Fun fact: Compass Security for a long time could not get any response from NetGear. Then the dialogue did happen, and they were even sent a beta version of the firmware for testing. But then (from nowhere), the Shellshock Labs company appeared and published its study of the same vulnerability in general without agreeing with anyone (which is not very good). Of course, to name the company in honor of the bug in bash is cool, but the principle of “do no harm” has not been canceled. But from the study of “shakers,” it becomes clear where the vulnerability in the web interface came from. The firmware code allows you to enter the web interface without a password once, the first time you start it. To continue this did not work, a flag was provided, which was simply forgotten. Yes, the firmware was finally updated.
- We are talking about another scientific study, although certainly not such a giver like in the history of SHA-1. Researchers from Cambridge University have done an interesting thing. They collected data on 32 serious vulnerabilities in Android, because they chose the 13 most serious of them, and checked at once many phones from different manufacturers for the presence of this vulnerability.
It was checked as follows:
- The Device Analyzer application was made, through which various anonymous telemetry was openly collected from the participants of the experiment, including such parameters as OS version and build number. Total managed to collect information from more than 20 thousand smartphones.
Next, comparing the version number of Android with information about the vulnerabilities, were able to roughly assess the scale of the disaster. The result is this
- The average of the indicators for the whole period of research and gave the same figure in 85% – on average at any time this is the proportion of devices on Android subject to one of the known and potentially dangerous vulnerabilities. Or not one. As usual, the stress should be made on “potentially” – the Stagefright example makes it clear that even the most dangerous vulnerability is subject to severe restrictions on practical implementation.

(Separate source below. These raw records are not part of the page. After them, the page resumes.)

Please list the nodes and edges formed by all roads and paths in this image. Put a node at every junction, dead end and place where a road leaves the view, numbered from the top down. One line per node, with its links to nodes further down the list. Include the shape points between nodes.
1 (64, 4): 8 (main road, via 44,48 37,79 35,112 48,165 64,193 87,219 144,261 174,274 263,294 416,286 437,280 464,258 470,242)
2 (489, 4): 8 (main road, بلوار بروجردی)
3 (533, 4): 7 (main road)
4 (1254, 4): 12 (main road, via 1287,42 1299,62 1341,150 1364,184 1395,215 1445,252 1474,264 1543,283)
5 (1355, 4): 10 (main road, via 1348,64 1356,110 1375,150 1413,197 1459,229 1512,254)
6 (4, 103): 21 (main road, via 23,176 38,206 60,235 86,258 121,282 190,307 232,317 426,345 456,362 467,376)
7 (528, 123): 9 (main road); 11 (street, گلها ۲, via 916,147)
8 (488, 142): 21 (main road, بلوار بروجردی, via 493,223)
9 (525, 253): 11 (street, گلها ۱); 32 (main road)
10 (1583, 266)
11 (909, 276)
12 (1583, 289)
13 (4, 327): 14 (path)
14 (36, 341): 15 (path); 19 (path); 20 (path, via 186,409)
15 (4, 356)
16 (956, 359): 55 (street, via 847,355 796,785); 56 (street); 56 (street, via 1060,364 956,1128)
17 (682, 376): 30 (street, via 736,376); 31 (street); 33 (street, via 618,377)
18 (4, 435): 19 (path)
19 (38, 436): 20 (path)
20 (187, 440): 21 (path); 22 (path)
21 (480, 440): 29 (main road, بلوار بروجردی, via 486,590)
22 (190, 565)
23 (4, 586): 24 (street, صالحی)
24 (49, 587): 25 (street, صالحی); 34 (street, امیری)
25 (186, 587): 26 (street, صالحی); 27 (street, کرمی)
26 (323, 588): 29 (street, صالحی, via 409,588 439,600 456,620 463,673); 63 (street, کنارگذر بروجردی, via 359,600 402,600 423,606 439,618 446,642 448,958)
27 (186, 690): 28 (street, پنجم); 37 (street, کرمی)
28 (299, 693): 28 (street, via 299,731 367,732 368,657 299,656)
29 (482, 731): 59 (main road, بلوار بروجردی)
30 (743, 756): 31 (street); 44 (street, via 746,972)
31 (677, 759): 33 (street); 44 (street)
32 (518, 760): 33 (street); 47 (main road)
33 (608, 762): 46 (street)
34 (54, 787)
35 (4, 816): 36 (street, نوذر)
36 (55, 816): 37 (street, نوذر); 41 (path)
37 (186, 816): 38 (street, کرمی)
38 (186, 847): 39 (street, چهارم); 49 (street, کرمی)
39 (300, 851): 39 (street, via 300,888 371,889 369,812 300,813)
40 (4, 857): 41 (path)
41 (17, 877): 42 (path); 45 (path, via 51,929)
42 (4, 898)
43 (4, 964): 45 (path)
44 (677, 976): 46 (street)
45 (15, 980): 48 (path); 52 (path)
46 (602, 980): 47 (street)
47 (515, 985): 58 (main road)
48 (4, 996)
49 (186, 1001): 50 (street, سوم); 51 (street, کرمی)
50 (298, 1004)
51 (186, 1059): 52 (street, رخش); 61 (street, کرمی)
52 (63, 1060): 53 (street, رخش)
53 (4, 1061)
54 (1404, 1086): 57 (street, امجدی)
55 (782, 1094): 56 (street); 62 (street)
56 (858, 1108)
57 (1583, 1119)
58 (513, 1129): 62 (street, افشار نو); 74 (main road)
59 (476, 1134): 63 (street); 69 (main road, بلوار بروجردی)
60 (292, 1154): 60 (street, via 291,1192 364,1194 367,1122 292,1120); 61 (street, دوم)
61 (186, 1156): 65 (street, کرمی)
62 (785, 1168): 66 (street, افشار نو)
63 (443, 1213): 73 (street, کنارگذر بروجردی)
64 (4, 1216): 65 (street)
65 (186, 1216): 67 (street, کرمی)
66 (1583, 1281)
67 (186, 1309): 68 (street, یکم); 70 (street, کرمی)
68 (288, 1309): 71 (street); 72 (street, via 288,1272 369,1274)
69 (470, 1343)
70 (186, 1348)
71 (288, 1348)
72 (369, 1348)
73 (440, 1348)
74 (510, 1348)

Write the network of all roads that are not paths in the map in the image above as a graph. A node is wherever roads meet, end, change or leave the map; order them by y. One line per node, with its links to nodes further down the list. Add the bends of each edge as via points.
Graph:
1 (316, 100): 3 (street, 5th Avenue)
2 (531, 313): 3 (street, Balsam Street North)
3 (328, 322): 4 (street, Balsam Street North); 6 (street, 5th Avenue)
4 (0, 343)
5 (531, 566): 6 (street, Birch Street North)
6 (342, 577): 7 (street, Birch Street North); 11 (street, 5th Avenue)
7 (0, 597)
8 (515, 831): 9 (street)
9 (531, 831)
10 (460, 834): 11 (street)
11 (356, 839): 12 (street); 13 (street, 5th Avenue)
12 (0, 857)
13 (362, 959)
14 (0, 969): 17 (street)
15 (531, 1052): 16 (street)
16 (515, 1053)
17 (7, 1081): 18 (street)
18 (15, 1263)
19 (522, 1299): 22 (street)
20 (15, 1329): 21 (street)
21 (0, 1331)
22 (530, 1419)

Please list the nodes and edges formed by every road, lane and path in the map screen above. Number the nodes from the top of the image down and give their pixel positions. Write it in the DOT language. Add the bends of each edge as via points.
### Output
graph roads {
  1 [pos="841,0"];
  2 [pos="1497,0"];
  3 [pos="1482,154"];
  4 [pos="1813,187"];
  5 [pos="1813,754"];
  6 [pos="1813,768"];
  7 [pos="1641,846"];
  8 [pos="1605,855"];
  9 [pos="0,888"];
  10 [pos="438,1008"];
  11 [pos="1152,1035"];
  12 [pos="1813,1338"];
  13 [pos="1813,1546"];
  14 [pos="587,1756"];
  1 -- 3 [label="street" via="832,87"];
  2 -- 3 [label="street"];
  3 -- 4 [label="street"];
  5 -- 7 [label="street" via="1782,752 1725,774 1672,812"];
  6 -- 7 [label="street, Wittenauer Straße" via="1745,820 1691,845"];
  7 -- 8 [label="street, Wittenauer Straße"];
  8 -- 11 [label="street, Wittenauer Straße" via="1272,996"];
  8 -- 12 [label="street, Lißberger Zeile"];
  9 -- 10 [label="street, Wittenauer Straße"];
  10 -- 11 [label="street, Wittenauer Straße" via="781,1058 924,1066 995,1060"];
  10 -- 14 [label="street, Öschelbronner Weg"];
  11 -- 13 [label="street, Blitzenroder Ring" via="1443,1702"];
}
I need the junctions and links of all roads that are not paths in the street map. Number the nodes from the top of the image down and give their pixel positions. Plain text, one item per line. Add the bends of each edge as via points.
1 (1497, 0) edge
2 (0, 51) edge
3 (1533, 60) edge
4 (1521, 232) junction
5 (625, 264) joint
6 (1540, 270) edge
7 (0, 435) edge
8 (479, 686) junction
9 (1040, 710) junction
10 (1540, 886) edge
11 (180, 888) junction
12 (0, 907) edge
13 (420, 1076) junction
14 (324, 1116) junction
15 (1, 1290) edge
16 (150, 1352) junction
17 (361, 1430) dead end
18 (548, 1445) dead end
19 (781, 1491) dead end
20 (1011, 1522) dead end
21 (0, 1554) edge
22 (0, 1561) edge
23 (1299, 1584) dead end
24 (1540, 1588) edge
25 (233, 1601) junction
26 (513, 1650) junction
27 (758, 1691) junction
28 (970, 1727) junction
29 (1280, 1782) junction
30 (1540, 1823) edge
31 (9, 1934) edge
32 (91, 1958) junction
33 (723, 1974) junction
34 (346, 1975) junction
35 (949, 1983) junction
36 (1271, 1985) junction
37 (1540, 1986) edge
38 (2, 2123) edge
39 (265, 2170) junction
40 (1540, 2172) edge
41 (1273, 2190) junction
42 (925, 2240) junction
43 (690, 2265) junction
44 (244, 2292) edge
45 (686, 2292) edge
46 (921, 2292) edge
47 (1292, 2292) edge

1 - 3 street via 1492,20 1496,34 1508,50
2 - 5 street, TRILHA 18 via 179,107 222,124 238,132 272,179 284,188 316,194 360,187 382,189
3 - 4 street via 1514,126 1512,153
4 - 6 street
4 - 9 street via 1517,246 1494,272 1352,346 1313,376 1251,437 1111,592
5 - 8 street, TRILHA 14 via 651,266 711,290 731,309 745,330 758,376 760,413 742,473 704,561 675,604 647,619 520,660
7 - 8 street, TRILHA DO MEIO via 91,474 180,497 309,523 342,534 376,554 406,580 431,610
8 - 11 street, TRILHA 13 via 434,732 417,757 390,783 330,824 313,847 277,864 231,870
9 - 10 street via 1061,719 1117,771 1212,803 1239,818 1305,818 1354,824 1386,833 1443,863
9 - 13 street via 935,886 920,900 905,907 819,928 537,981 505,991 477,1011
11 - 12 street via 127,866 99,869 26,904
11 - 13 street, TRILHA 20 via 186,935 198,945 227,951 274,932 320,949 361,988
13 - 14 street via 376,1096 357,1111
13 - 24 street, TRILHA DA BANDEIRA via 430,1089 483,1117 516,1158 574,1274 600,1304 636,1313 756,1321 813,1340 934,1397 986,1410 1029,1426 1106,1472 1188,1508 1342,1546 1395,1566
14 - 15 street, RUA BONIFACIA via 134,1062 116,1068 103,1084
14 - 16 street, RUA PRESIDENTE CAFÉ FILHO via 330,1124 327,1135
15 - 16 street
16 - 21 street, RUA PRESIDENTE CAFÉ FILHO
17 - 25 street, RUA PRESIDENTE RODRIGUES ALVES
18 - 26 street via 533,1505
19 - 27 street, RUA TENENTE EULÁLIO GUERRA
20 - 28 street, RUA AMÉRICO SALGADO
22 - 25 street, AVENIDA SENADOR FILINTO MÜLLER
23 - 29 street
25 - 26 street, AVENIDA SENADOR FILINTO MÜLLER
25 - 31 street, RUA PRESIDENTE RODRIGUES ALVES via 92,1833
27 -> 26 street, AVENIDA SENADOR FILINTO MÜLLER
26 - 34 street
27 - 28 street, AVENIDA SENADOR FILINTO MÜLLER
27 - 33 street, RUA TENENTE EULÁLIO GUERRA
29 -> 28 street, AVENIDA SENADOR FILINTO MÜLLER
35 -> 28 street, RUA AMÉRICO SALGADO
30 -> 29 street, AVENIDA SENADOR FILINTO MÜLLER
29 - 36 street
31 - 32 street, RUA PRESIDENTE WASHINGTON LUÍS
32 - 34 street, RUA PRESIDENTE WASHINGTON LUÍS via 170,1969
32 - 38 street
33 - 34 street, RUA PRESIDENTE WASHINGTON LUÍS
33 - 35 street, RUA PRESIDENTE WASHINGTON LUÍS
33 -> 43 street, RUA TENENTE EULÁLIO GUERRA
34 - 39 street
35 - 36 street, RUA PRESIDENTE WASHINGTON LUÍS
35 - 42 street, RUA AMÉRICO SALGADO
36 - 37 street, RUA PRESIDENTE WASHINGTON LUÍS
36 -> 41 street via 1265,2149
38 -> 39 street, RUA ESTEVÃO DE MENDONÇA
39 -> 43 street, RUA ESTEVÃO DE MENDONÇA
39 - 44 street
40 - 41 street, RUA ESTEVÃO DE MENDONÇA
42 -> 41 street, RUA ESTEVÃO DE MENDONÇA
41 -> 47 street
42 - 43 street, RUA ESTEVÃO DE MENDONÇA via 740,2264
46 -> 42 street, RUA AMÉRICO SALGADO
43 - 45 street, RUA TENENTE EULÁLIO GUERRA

- But on this the researchers did not stop and made a rating of the “danger” of devices by manufacturers, calling it the FUM Score. It takes into account the reaction time of the vendor to information about the new vulnerability – how quickly the patch appears in the devices of a particular manufacturer.
- The winner was, predictably, a series of smartphones Nexus: it fixes bugs as quickly as possible.
- In the second place, LG, on the third – Motorola. However, there are no “winners” here, some are losers.
- The calculation takes into account the share of the updated devices, that is, not only the vendor should release the patch, but also the owner – do not be too lazy to update. The older the device, the worse: in a separate ranking of models of smartphones, not the oldest devices two or three years ago, very dismal performance. Why? Without update. But still in use.
In general, there are quite a few loose assumptions in the research methodology, and it proves that everyone knows. According to the researchers, one of the goals of their work is an additional motivation for manufacturers to fix the system of patching holes in their devices. But what is really important is that in the picture above we see an example of an ecosystem that in principle can not be 100% safe. Although Android with its fragmentation is the most revealing example, there are many such ecosystems. You can say that IOS is safer, but as the first digest history shows, there is no absolutely reliable system, there are budget limitations.
And this is such a very important time when choosing a defense strategy.